> _EXERCISE BRIEF_:
Please give the data below again in full, exactly as it stands.

> _DATA SHOWN_:

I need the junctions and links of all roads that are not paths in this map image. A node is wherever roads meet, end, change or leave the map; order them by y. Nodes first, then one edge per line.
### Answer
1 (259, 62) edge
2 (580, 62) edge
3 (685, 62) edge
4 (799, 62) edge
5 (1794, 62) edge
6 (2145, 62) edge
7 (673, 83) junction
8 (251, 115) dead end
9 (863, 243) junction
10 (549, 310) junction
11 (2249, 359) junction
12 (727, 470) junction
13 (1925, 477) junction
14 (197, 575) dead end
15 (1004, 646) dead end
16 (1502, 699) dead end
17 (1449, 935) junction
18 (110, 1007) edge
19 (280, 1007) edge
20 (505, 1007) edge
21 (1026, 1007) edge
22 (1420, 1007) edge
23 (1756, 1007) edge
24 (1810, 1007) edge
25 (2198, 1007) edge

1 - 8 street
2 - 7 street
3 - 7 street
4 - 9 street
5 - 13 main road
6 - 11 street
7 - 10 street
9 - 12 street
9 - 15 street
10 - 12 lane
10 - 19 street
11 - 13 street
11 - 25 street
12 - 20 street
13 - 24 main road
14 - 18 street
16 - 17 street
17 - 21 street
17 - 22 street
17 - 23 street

> _EXPECTED ANSWER_:
I need the junctions and links of all roads that are not paths in this map image. A node is wherever roads meet, end, change or leave the map; order them by y. Nodes first, then one edge per line.
### Answer
1 (259, 62) edge
2 (580, 62) edge
3 (685, 62) edge
4 (799, 62) edge
5 (1794, 62) edge
6 (2145, 62) edge
7 (673, 83) junction
8 (251, 115) dead end
9 (863, 243) junction
10 (549, 310) junction
11 (2249, 359) junction
12 (727, 470) junction
13 (1925, 477) junction
14 (197, 575) dead end
15 (1004, 646) dead end
16 (1502, 699) dead end
17 (1449, 935) junction
18 (110, 1007) edge
19 (280, 1007) edge
20 (505, 1007) edge
21 (1026, 1007) edge
22 (1420, 1007) edge
23 (1756, 1007) edge
24 (1810, 1007) edge
25 (2198, 1007) edge

1 - 8 street
2 - 7 street
3 - 7 street
4 - 9 street
5 - 13 main road
6 - 11 street
7 - 10 street
9 - 12 street
9 - 15 street
10 - 12 lane
10 - 19 street
11 - 13 street
11 - 25 street
12 - 20 street
13 - 24 main road
14 - 18 street
16 - 17 street
17 - 21 street
17 - 22 street
17 - 23 street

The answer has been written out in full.